Judgment

by Gary on November 25, 2008

Guest post  by Carmen Bellamy.

Individual Judgment versus Communal Judgment

In ancient Jewish thinking, the lamp stand was a symbol for the presence of God. In the book of Revelation, the choice facing the church is: Will God remove his presence from the church (by removing the lampstand) or will God imbue the church with life through his presence? Even if there are individuals who are doing the right thing (as is seen in some of the seven letters), if God removes his presence from the community of the church all people will be affected, regardless of their individual piety.

In the Old Testament we see many examples of communal judgment. God brings judgment upon the Israelites through the nations of Assyria and Babylon because the people of Israel have forgotten their first love (God). Even the remnant who did not bow down to other gods is affected by these foreign invasions. The Assyrians and Babylonians did not care who was pious and who was not. They were equal opportunity enslavers.

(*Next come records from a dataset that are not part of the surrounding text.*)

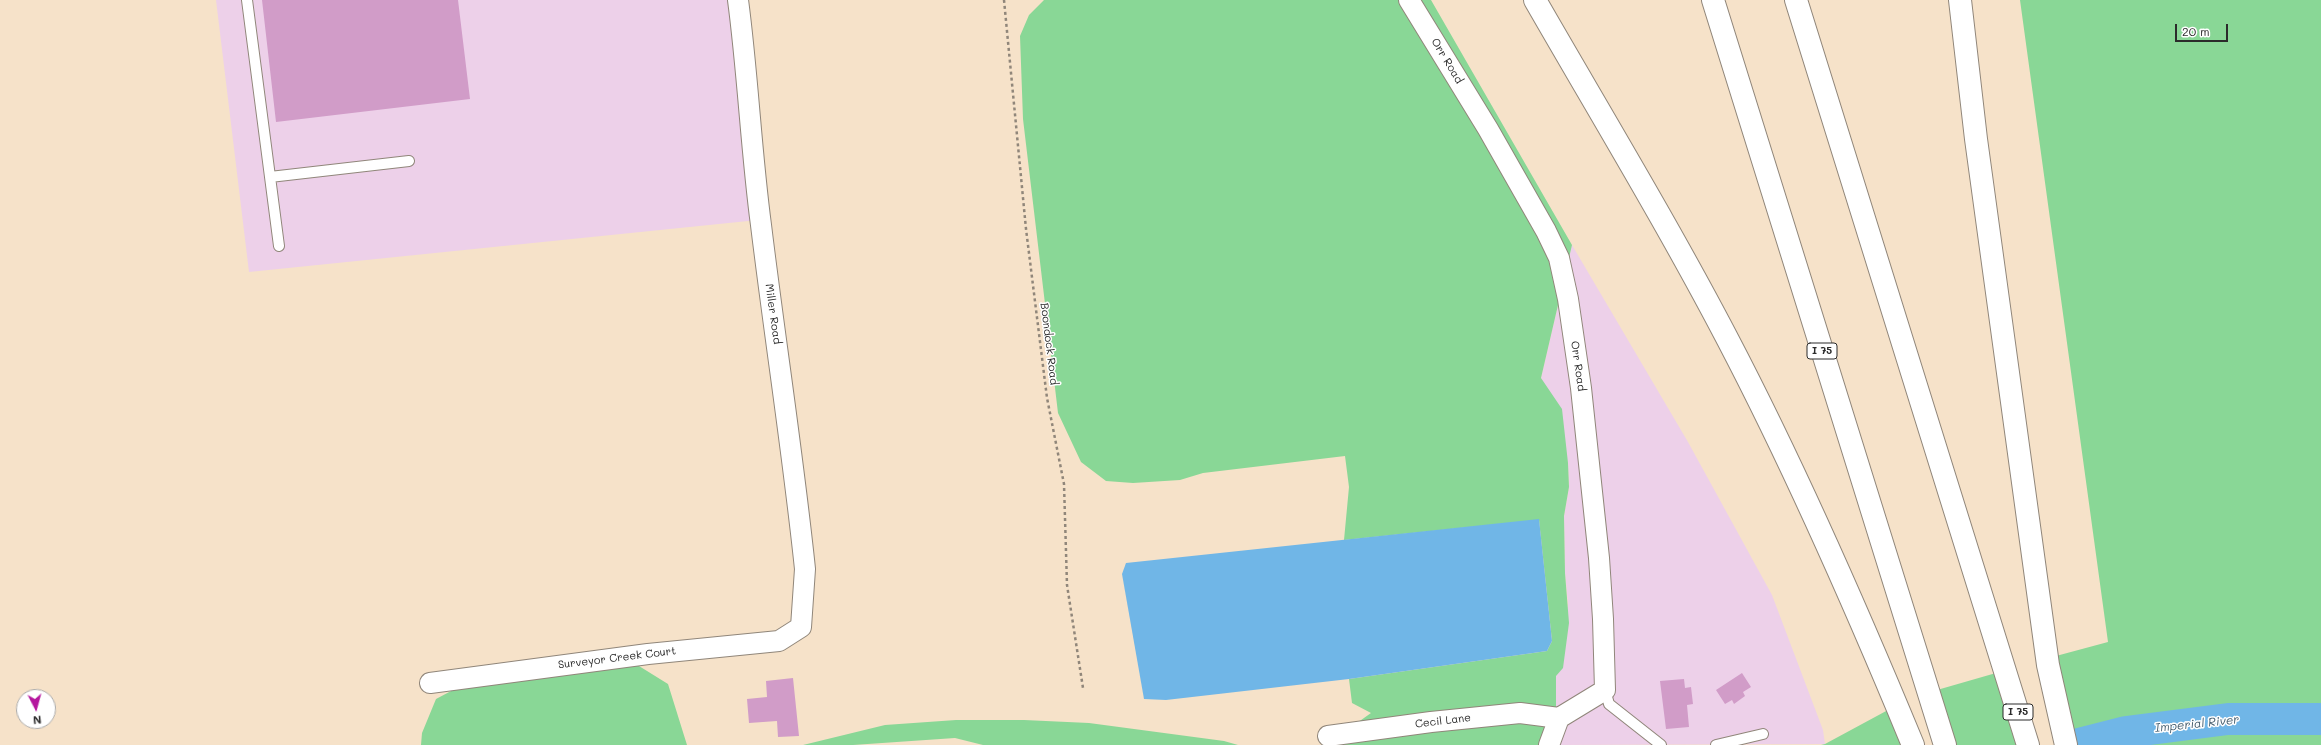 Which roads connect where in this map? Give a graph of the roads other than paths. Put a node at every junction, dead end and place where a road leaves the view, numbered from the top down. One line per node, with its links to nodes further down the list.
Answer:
1 (247, 0): 9 (lane)
2 (738, 0): 11 (street, Miller Road)
3 (1409, 0): 13 (street, Orr Road)
4 (1535, 0): 20 (highway)
5 (1713, 0): 21 (highway, I 75)
6 (1796, 0): 22 (highway, I 75)
7 (1960, 0): 23 (highway)
8 (409, 161): 9 (lane)
9 (270, 176): 10 (lane)
10 (279, 246)
11 (801, 627): 12 (street, Surveyor Creek Court)
12 (430, 683)
13 (1605, 690): 14 (street); 18 (lane)
14 (1559, 718): 16 (street, Cecil Lane); 17 (street)
15 (1763, 734): 19 (lane)
16 (1328, 736)
17 (1549, 745)
18 (1661, 745)
19 (1716, 745)
20 (1913, 745)
21 (1945, 745)
22 (2028, 745)
23 (2066, 745)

So what about God’s separating of the goats and sheep in Matthew 25, is this judgment individual or communal? In the ancient world a flock of sheep were thought of as being one animal, not a group of individual animals (Just as the body is made up of many parts we do not think of our bodies as a collection of parts: arms, legs, chest, back, head etc… we refer to it as my body not my bodies; thus God considers His church or His sheep to be one body not a collection of individual body parts). Notice the communal response in Matthew 25 When did we… they do not respond as individuals saying when did I…

Thus it is that the point of the seven letters in the book of Revelation is not individual salvation. The letters are written to the Church in Ephesus, the Church in Pergamum etc, they are not written to Tom, Dick or Harry. The point is the presence of the Spirit of God in relation to the church.